▶ [Collection entries]
╭──
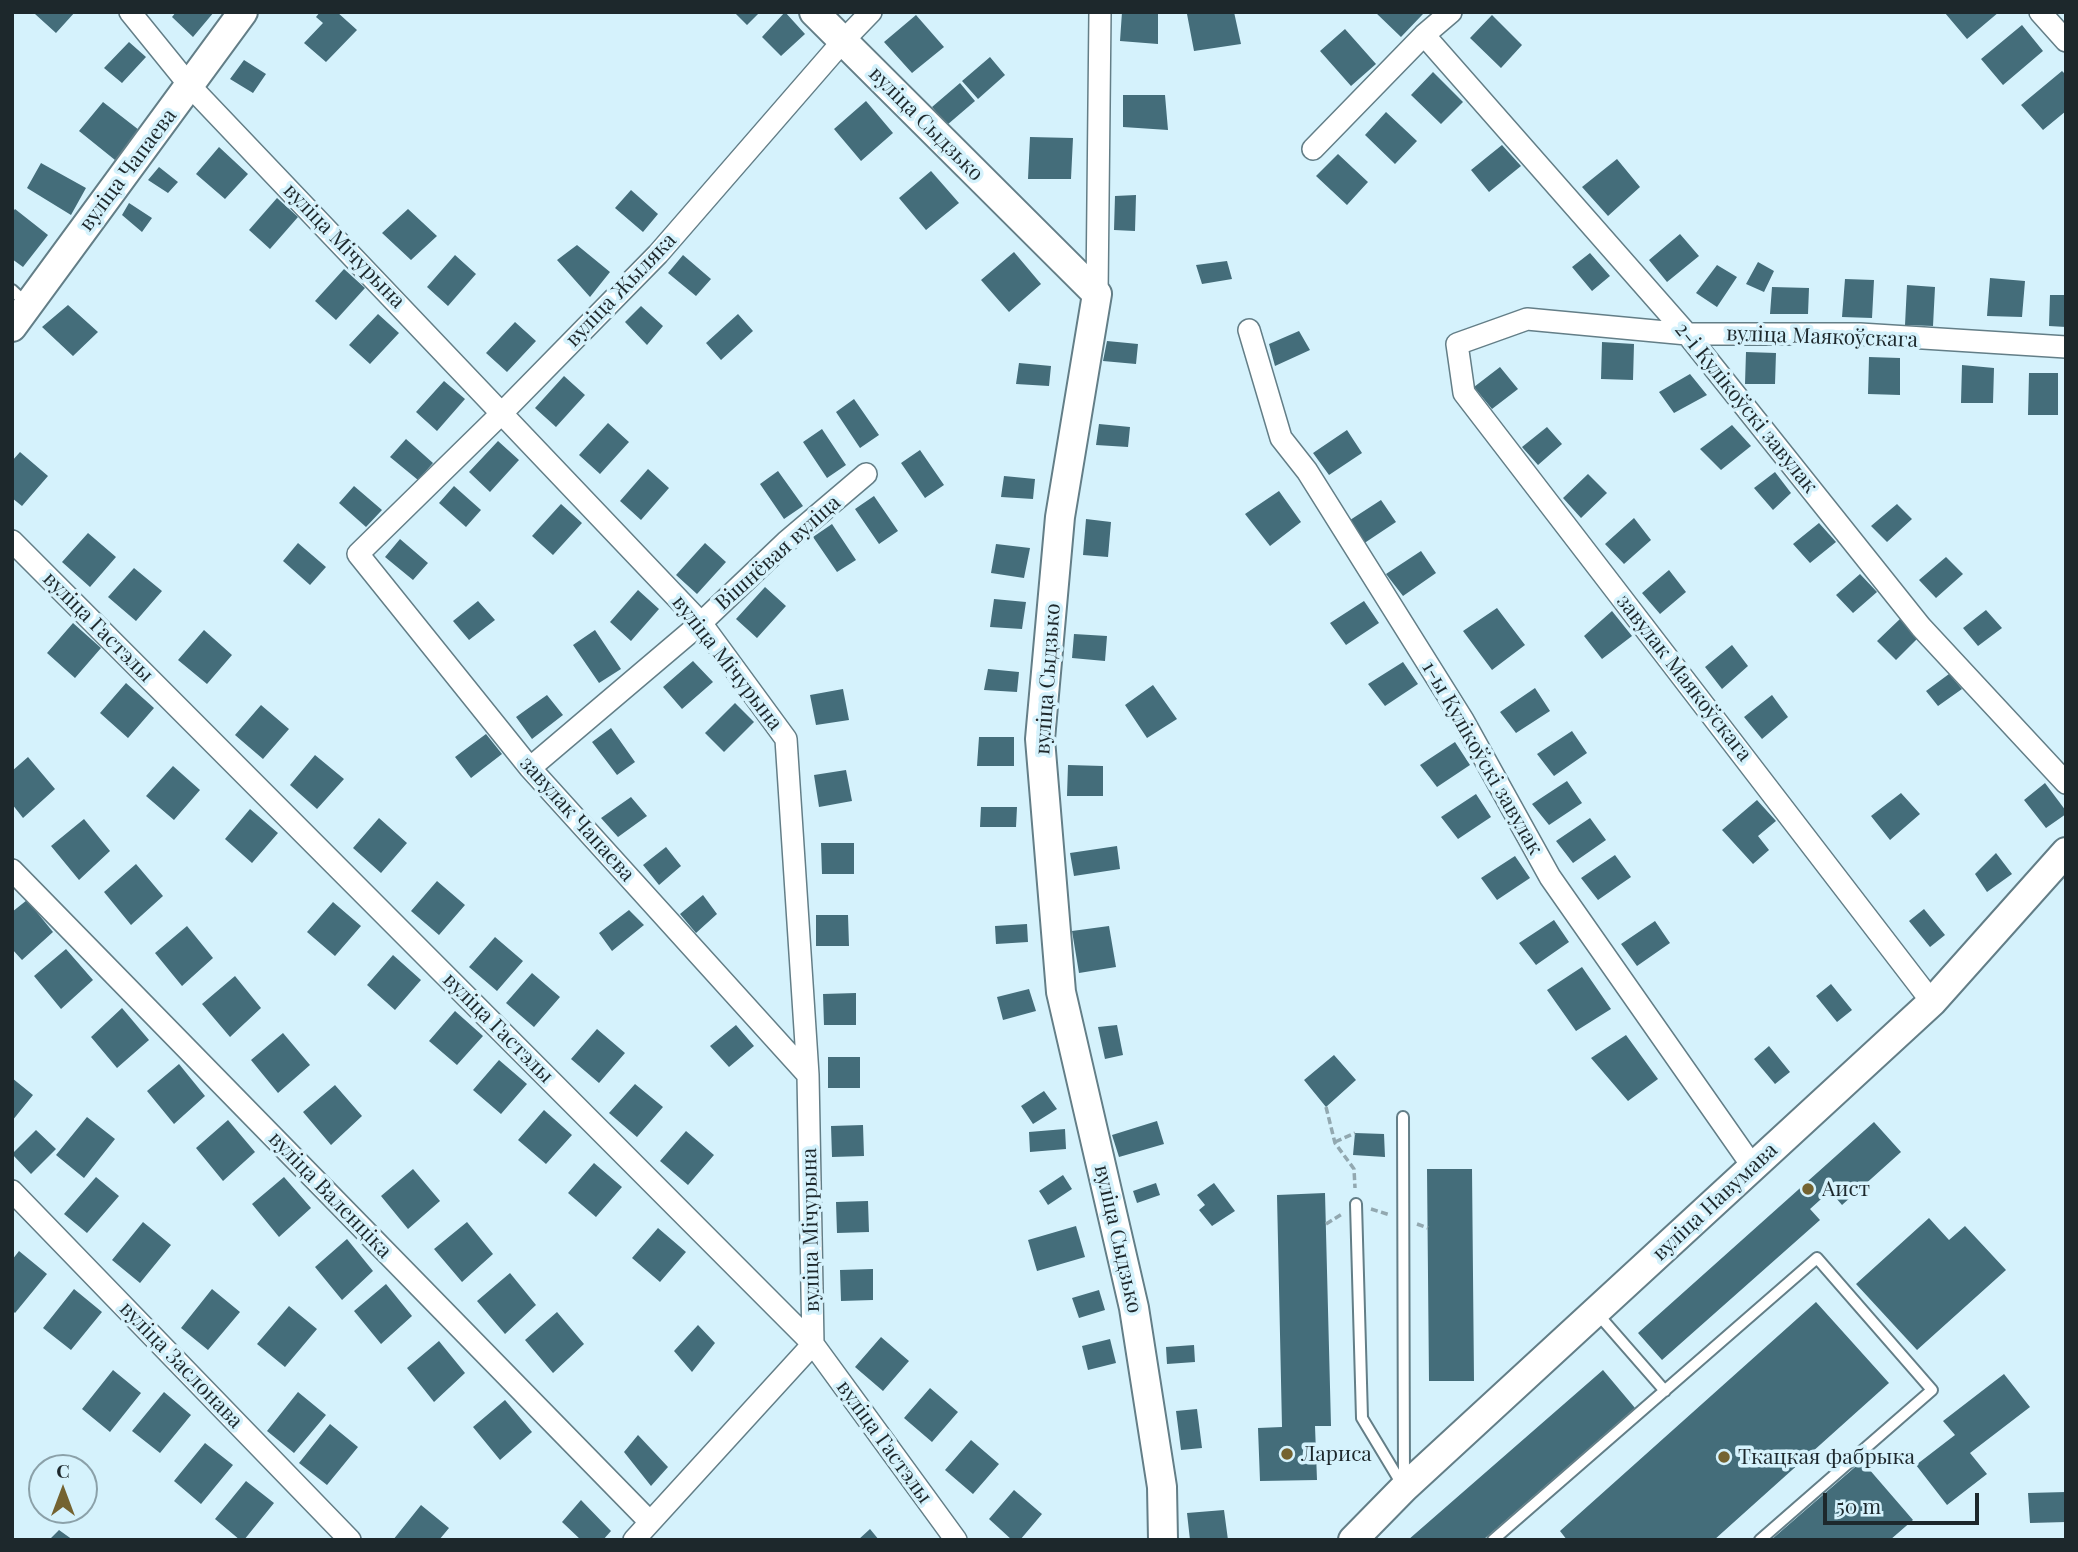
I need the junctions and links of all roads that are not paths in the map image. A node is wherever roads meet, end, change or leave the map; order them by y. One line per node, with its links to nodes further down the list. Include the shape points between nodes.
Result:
1 (130, 12): 11 (street, вуліца Мічурына)
2 (243, 12): 11 (street, вуліца Чапаева)
3 (814, 12): 10 (street, вуліца Сыдзько)
4 (871, 12): 10 (street, вуліца Жыляка)
5 (1100, 12): 13 (street)
6 (1451, 12): 8 (street)
7 (2040, 12): 9 (street)
8 (1424, 35): 12 (street); 16 (street, 2-і Кулікоўскі завулак)
9 (2066, 40)
10 (843, 41): 13 (street, вуліца Сыдзько); 19 (street, вуліца Жыляка, via 658,254)
11 (190, 86): 14 (street, вуліца Чапаева); 19 (street, вуліца Мічурына)
12 (1312, 149)
13 (1097, 294): 42 (street, вуліца Сыдзько, via 1060,517 1040,739 1061,992 1134,1308 1162,1487)
14 (18, 307)
15 (1249, 330): 31 (street, 1-ы Кулікоўскі завулак, via 1281,438 1307,471 1462,720 1550,877)
16 (1687, 334): 17 (street, вуліца Маякоўскага, via 1527,319); 18 (street, вуліца Маякоўскага, via 1860,334); 25 (street, 2-і Кулікоўскі завулак, via 1921,626)
17 (1457, 344): 28 (street, завулак Маякоўскага, via 1464,393)
18 (2066, 347)
19 (500, 414): 22 (street, вуліца Жыляка); 23 (street, вуліца Мічурына)
20 (866, 474): 23 (street, Вішнёвая вуліца, via 786,541)
21 (12, 541): 35 (street, вуліца Гастэлы)
22 (358, 554): 24 (street, завулак Чапаева)
23 (701, 623): 24 (street, Вішнёвая вуліца); 29 (street, вуліца Мічурына, via 786,739)
24 (530, 768): 29 (street, завулак Чапаева)
25 (2066, 783)
26 (2066, 852): 28 (street, вуліца Навумава)
27 (12, 870): 38 (street, вуліца Валенціка)
28 (1932, 1002): 31 (street, вуліца Навумава)
29 (808, 1074): 35 (street, вуліца Мічурына)
30 (1403, 1117): 37 (lane)
31 (1753, 1167): 34 (street, вуліца Навумава)
32 (12, 1191): 39 (street, вуліца Заслонава)
33 (1356, 1204): 37 (lane, via 1362,1418)
34 (1596, 1312): 36 (lane); 37 (street, вуліца Навумава)
35 (813, 1344): 38 (street); 41 (street, вуліца Гастэлы)
36 (1665, 1391): 44 (lane); 45 (lane, via 1817,1258 1932,1390)
37 (1404, 1489): 43 (street, вуліца Навумава)
38 (649, 1521): 40 (street)
39 (349, 1540)
40 (634, 1540)
41 (956, 1540)
42 (1163, 1540)
43 (1353, 1540)
44 (1493, 1540)
45 (1760, 1540)

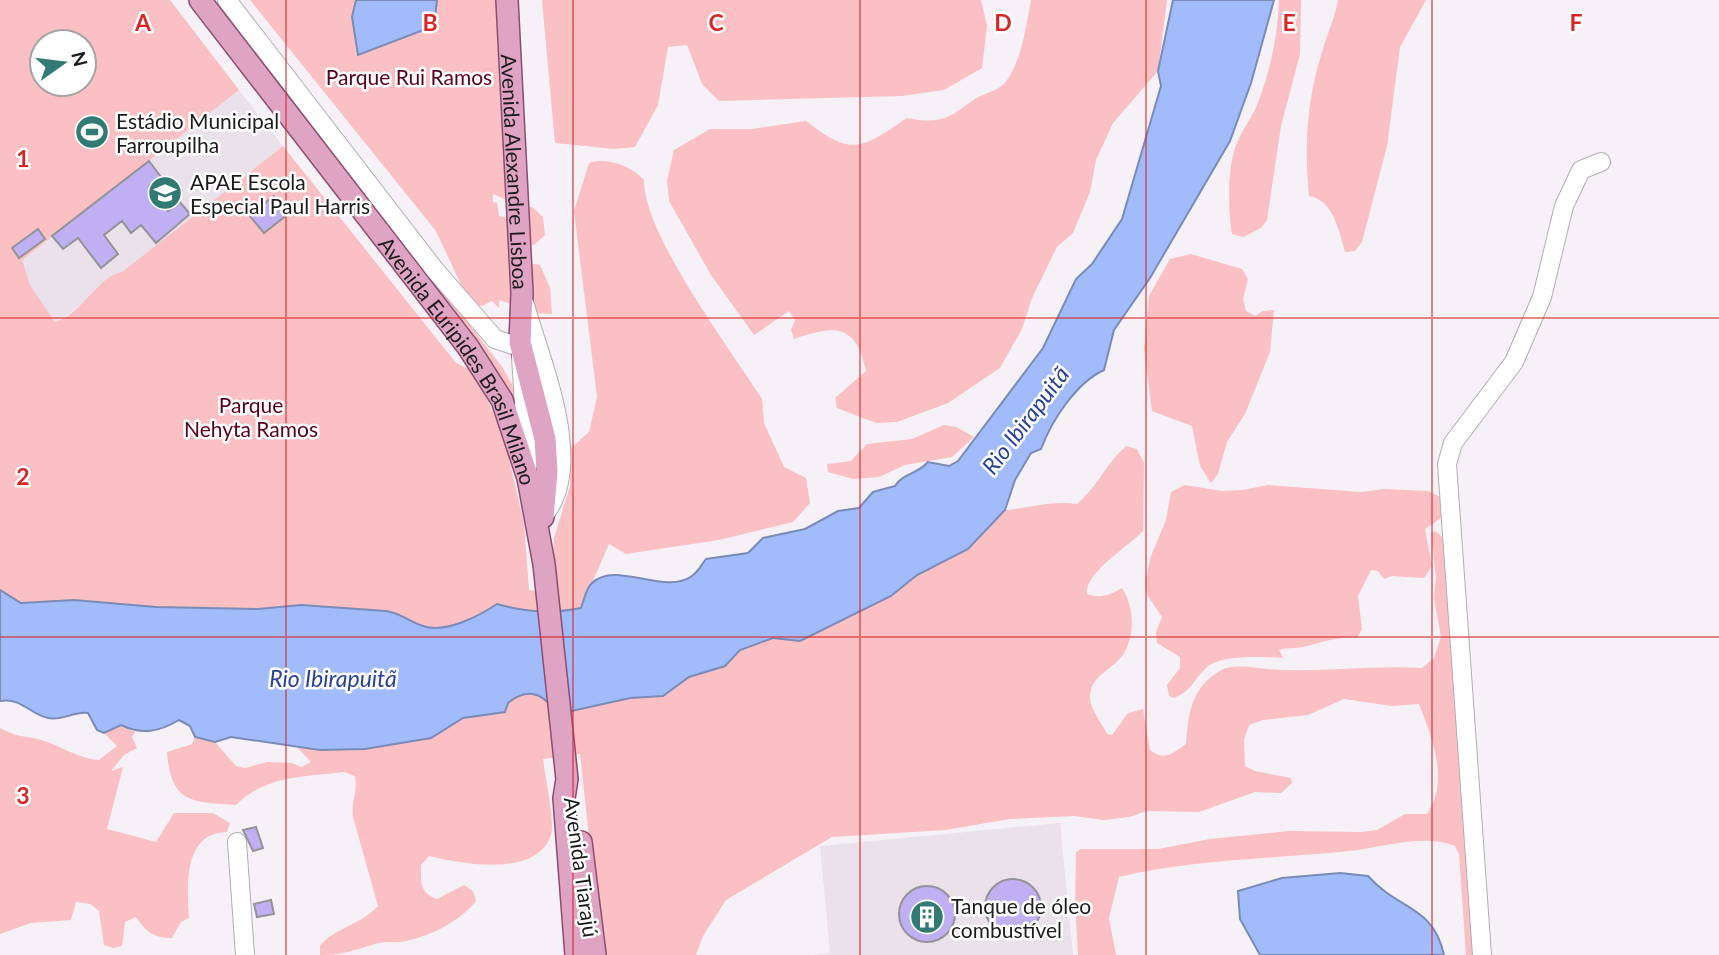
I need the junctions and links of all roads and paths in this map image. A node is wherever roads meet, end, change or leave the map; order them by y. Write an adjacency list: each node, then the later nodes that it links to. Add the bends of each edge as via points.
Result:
1 (200, 0): 7 (main road, Avenida Euripides Brasil Milano, via 494,382)
2 (227, 0): 6 (street, Avenida Euripides Brasil Milano, via 435,270 495,339 513,345)
3 (507, 0): 5 (main road, Avenida Alexandre Lisboa)
4 (1601, 162): 14 (street, via 1581,170 1564,206 1542,297 1514,362 1453,443 1447,464)
5 (522, 293): 6 (main road, Avenida Alexandre Lisboa); 8 (street, via 557,411 561,466 553,502)
6 (520, 342): 7 (street); 8 (main road, Avenida Euripides Brasil Milano, via 545,439 547,471)
7 (528, 478): 8 (main road, Avenida Euripides Brasil Milano)
8 (541, 524): 9 (main road, Avenida Euripides Brasil Milano)
9 (566, 771): 12 (main road, Avenida Tiarajú); 13 (main road, Avenida Tiarajú, via 575,795)
10 (237, 842): 11 (street)
11 (245, 955)
12 (576, 955)
13 (595, 955)
14 (1482, 955)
╰──
▶ [WORK ITEM] Leave the pictures out and reproduce all of the records exactly.

▶ [REPLY]
I need the junctions and links of all roads that are not paths in the map image. A node is wherever roads meet, end, change or leave the map; order them by y. One line per node, with its links to nodes further down the list. Include the shape points between nodes.
Result:
1 (130, 12): 11 (street, вуліца Мічурына)
2 (243, 12): 11 (street, вуліца Чапаева)
3 (814, 12): 10 (street, вуліца Сыдзько)
4 (871, 12): 10 (street, вуліца Жыляка)
5 (1100, 12): 13 (street)
6 (1451, 12): 8 (street)
7 (2040, 12): 9 (street)
8 (1424, 35): 12 (street); 16 (street, 2-і Кулікоўскі завулак)
9 (2066, 40)
10 (843, 41): 13 (street, вуліца Сыдзько); 19 (street, вуліца Жыляка, via 658,254)
11 (190, 86): 14 (street, вуліца Чапаева); 19 (street, вуліца Мічурына)
12 (1312, 149)
13 (1097, 294): 42 (street, вуліца Сыдзько, via 1060,517 1040,739 1061,992 1134,1308 1162,1487)
14 (18, 307)
15 (1249, 330): 31 (street, 1-ы Кулікоўскі завулак, via 1281,438 1307,471 1462,720 1550,877)
16 (1687, 334): 17 (street, вуліца Маякоўскага, via 1527,319); 18 (street, вуліца Маякоўскага, via 1860,334); 25 (street, 2-і Кулікоўскі завулак, via 1921,626)
17 (1457, 344): 28 (street, завулак Маякоўскага, via 1464,393)
18 (2066, 347)
19 (500, 414): 22 (street, вуліца Жыляка); 23 (street, вуліца Мічурына)
20 (866, 474): 23 (street, Вішнёвая вуліца, via 786,541)
21 (12, 541): 35 (street, вуліца Гастэлы)
22 (358, 554): 24 (street, завулак Чапаева)
23 (701, 623): 24 (street, Вішнёвая вуліца); 29 (street, вуліца Мічурына, via 786,739)
24 (530, 768): 29 (street, завулак Чапаева)
25 (2066, 783)
26 (2066, 852): 28 (street, вуліца Навумава)
27 (12, 870): 38 (street, вуліца Валенціка)
28 (1932, 1002): 31 (street, вуліца Навумава)
29 (808, 1074): 35 (street, вуліца Мічурына)
30 (1403, 1117): 37 (lane)
31 (1753, 1167): 34 (street, вуліца Навумава)
32 (12, 1191): 39 (street, вуліца Заслонава)
33 (1356, 1204): 37 (lane, via 1362,1418)
34 (1596, 1312): 36 (lane); 37 (street, вуліца Навумава)
35 (813, 1344): 38 (street); 41 (street, вуліца Гастэлы)
36 (1665, 1391): 44 (lane); 45 (lane, via 1817,1258 1932,1390)
37 (1404, 1489): 43 (street, вуліца Навумава)
38 (649, 1521): 40 (street)
39 (349, 1540)
40 (634, 1540)
41 (956, 1540)
42 (1163, 1540)
43 (1353, 1540)
44 (1493, 1540)
45 (1760, 1540)

I need the junctions and links of all roads and paths in this map image. A node is wherever roads meet, end, change or leave the map; order them by y. Write an adjacency list: each node, then the later nodes that it links to. Add the bends of each edge as via points.
Result:
1 (200, 0): 7 (main road, Avenida Euripides Brasil Milano, via 494,382)
2 (227, 0): 6 (street, Avenida Euripides Brasil Milano, via 435,270 495,339 513,345)
3 (507, 0): 5 (main road, Avenida Alexandre Lisboa)
4 (1601, 162): 14 (street, via 1581,170 1564,206 1542,297 1514,362 1453,443 1447,464)
5 (522, 293): 6 (main road, Avenida Alexandre Lisboa); 8 (street, via 557,411 561,466 553,502)
6 (520, 342): 7 (street); 8 (main road, Avenida Euripides Brasil Milano, via 545,439 547,471)
7 (528, 478): 8 (main road, Avenida Euripides Brasil Milano)
8 (541, 524): 9 (main road, Avenida Euripides Brasil Milano)
9 (566, 771): 12 (main road, Avenida Tiarajú); 13 (main road, Avenida Tiarajú, via 575,795)
10 (237, 842): 11 (street)
11 (245, 955)
12 (576, 955)
13 (595, 955)
14 (1482, 955)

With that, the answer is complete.